[INFORMATION Boundary: Start]

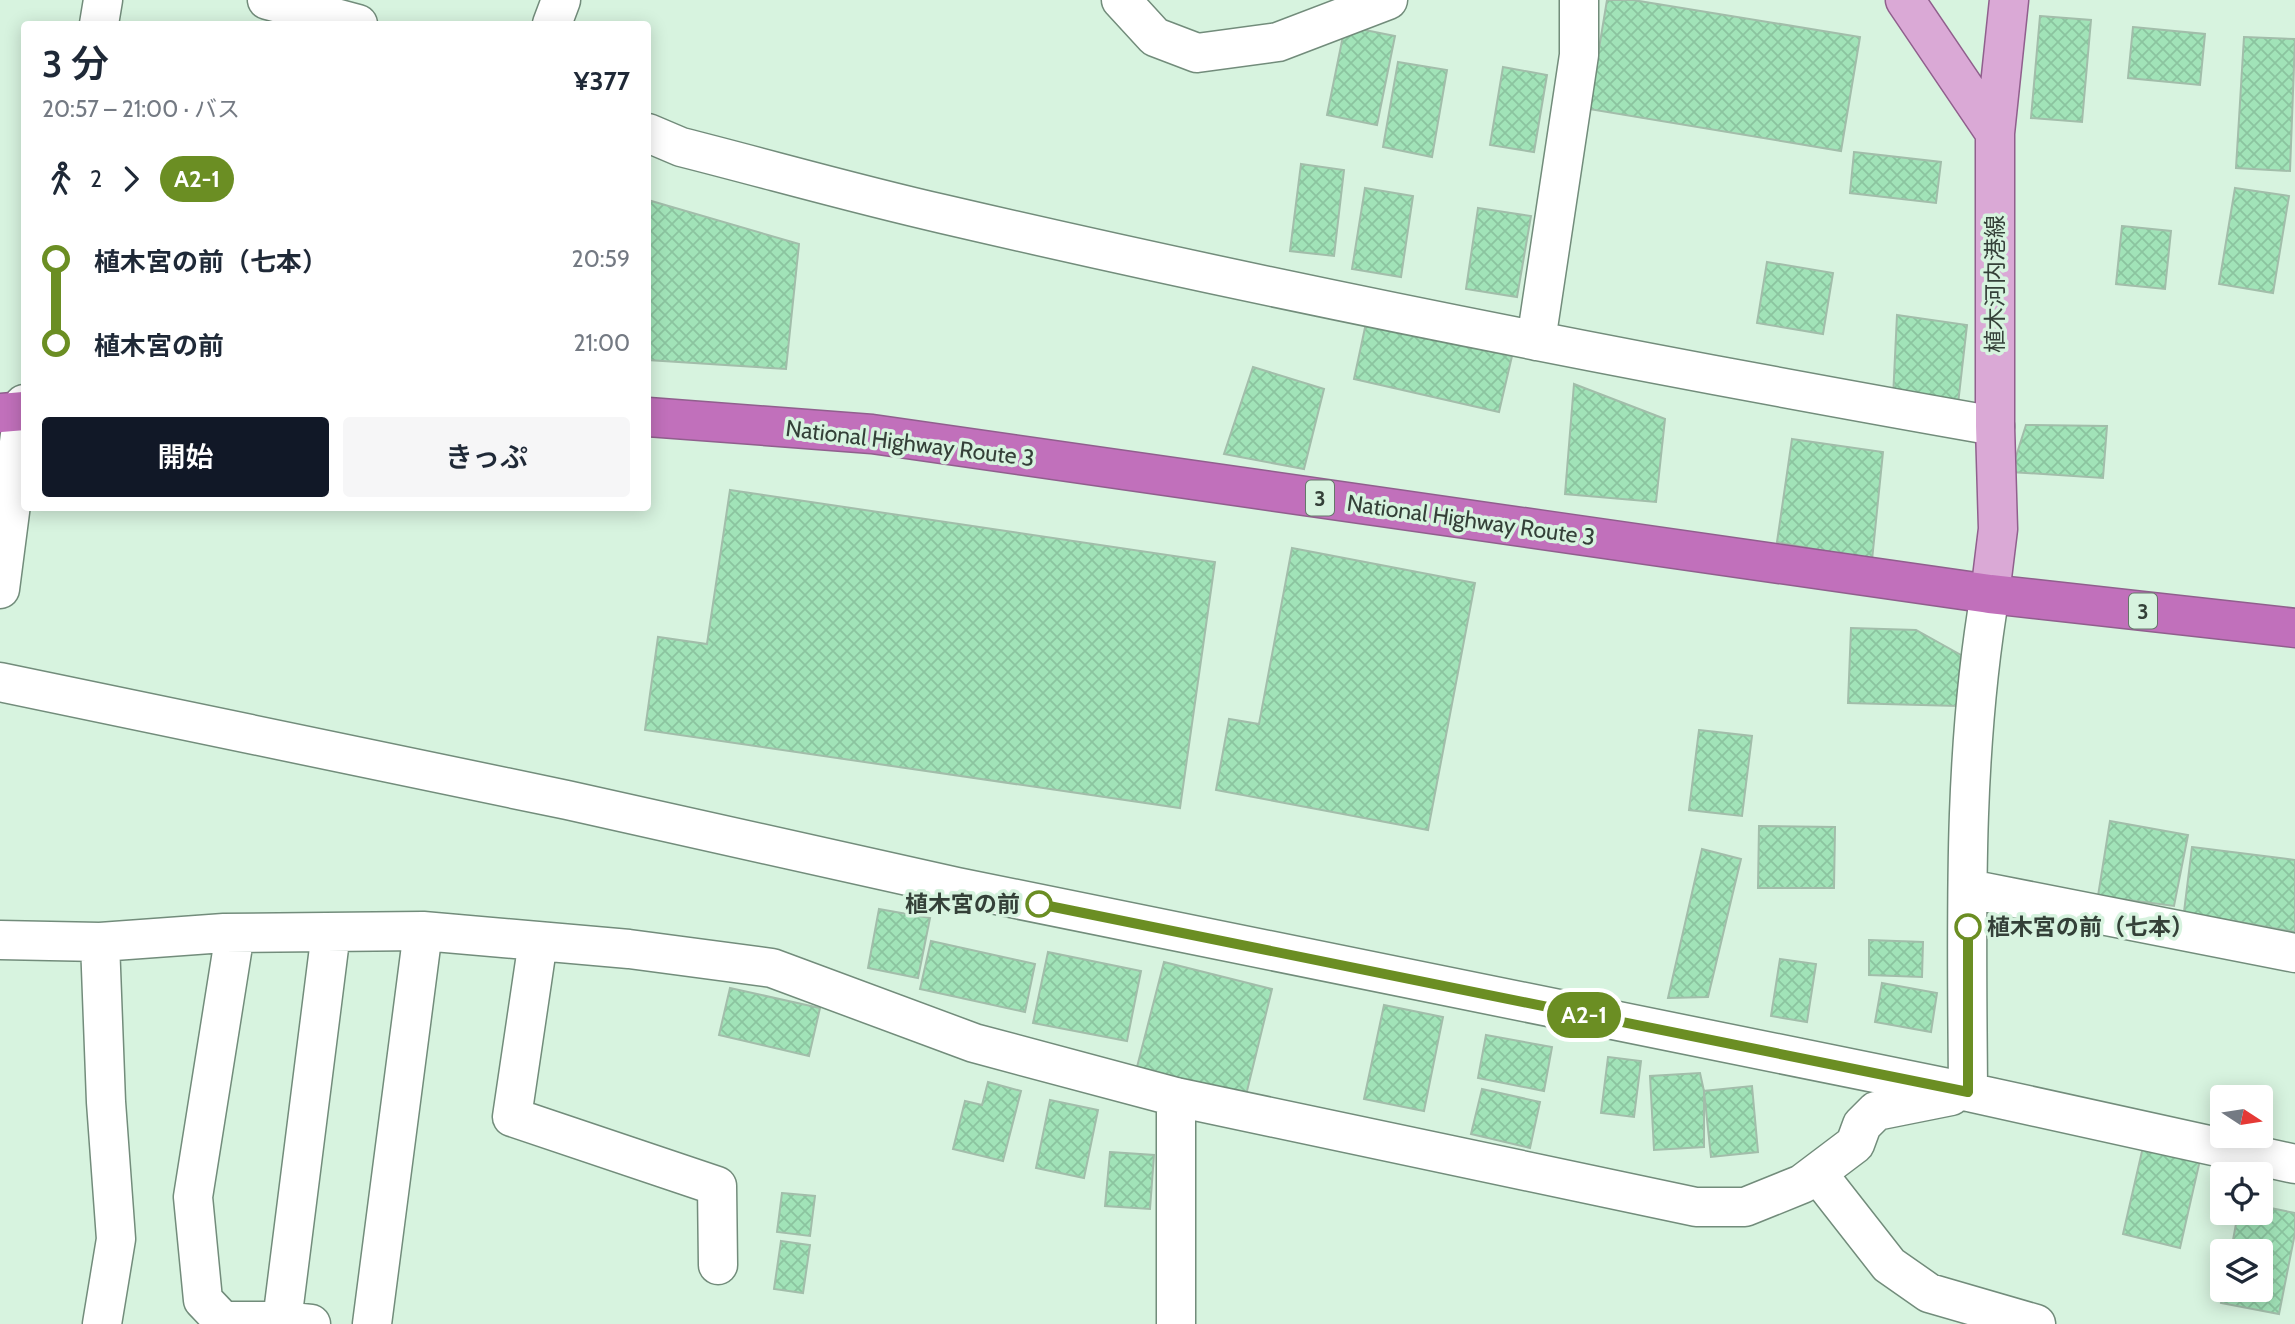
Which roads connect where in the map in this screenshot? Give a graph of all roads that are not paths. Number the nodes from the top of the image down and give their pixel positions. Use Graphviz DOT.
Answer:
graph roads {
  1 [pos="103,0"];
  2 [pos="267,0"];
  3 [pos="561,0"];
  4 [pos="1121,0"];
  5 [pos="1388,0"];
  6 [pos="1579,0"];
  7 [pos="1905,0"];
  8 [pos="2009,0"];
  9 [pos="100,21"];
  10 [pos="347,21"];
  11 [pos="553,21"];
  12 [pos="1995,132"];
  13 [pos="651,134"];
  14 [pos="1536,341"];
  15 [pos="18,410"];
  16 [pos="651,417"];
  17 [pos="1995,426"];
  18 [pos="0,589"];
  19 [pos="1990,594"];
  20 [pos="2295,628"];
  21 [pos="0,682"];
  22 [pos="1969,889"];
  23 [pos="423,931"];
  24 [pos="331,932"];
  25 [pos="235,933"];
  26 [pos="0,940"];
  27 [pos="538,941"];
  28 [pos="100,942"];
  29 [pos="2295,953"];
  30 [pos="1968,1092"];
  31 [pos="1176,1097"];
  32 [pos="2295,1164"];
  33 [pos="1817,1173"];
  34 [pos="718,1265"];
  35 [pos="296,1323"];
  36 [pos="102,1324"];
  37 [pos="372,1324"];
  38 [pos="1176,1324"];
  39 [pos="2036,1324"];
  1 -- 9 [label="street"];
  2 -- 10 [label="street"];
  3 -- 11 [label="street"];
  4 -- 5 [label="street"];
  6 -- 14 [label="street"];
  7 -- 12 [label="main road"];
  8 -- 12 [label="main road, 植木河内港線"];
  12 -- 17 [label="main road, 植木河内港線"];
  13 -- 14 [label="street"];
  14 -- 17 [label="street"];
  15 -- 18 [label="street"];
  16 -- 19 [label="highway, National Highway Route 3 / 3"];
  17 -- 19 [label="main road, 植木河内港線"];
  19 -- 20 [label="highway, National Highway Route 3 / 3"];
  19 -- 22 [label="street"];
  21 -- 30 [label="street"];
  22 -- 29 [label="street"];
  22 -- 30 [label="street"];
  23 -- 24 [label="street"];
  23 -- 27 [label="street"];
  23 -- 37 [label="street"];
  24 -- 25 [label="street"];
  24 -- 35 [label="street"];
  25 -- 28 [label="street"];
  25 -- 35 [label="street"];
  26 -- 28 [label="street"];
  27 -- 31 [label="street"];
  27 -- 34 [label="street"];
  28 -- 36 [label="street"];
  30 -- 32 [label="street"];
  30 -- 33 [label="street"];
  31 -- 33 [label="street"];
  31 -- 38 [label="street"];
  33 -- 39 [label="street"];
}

[INFORMATION Boundary: End]

EXERCISE INSTRUCTIONS:
The output is to be the material in full and unaltered, with pictures omitted.

SOLUTION FOR THIS TASK:
Which roads connect where in the map in this screenshot? Give a graph of all roads that are not paths. Number the nodes from the top of the image down and give their pixel positions. Use Graphviz DOT.
Answer:
graph roads {
  1 [pos="103,0"];
  2 [pos="267,0"];
  3 [pos="561,0"];
  4 [pos="1121,0"];
  5 [pos="1388,0"];
  6 [pos="1579,0"];
  7 [pos="1905,0"];
  8 [pos="2009,0"];
  9 [pos="100,21"];
  10 [pos="347,21"];
  11 [pos="553,21"];
  12 [pos="1995,132"];
  13 [pos="651,134"];
  14 [pos="1536,341"];
  15 [pos="18,410"];
  16 [pos="651,417"];
  17 [pos="1995,426"];
  18 [pos="0,589"];
  19 [pos="1990,594"];
  20 [pos="2295,628"];
  21 [pos="0,682"];
  22 [pos="1969,889"];
  23 [pos="423,931"];
  24 [pos="331,932"];
  25 [pos="235,933"];
  26 [pos="0,940"];
  27 [pos="538,941"];
  28 [pos="100,942"];
  29 [pos="2295,953"];
  30 [pos="1968,1092"];
  31 [pos="1176,1097"];
  32 [pos="2295,1164"];
  33 [pos="1817,1173"];
  34 [pos="718,1265"];
  35 [pos="296,1323"];
  36 [pos="102,1324"];
  37 [pos="372,1324"];
  38 [pos="1176,1324"];
  39 [pos="2036,1324"];
  1 -- 9 [label="street"];
  2 -- 10 [label="street"];
  3 -- 11 [label="street"];
  4 -- 5 [label="street"];
  6 -- 14 [label="street"];
  7 -- 12 [label="main road"];
  8 -- 12 [label="main road, 植木河内港線"];
  12 -- 17 [label="main road, 植木河内港線"];
  13 -- 14 [label="street"];
  14 -- 17 [label="street"];
  15 -- 18 [label="street"];
  16 -- 19 [label="highway, National Highway Route 3 / 3"];
  17 -- 19 [label="main road, 植木河内港線"];
  19 -- 20 [label="highway, National Highway Route 3 / 3"];
  19 -- 22 [label="street"];
  21 -- 30 [label="street"];
  22 -- 29 [label="street"];
  22 -- 30 [label="street"];
  23 -- 24 [label="street"];
  23 -- 27 [label="street"];
  23 -- 37 [label="street"];
  24 -- 25 [label="street"];
  24 -- 35 [label="street"];
  25 -- 28 [label="street"];
  25 -- 35 [label="street"];
  26 -- 28 [label="street"];
  27 -- 31 [label="street"];
  27 -- 34 [label="street"];
  28 -- 36 [label="street"];
  30 -- 32 [label="street"];
  30 -- 33 [label="street"];
  31 -- 33 [label="street"];
  31 -- 38 [label="street"];
  33 -- 39 [label="street"];
}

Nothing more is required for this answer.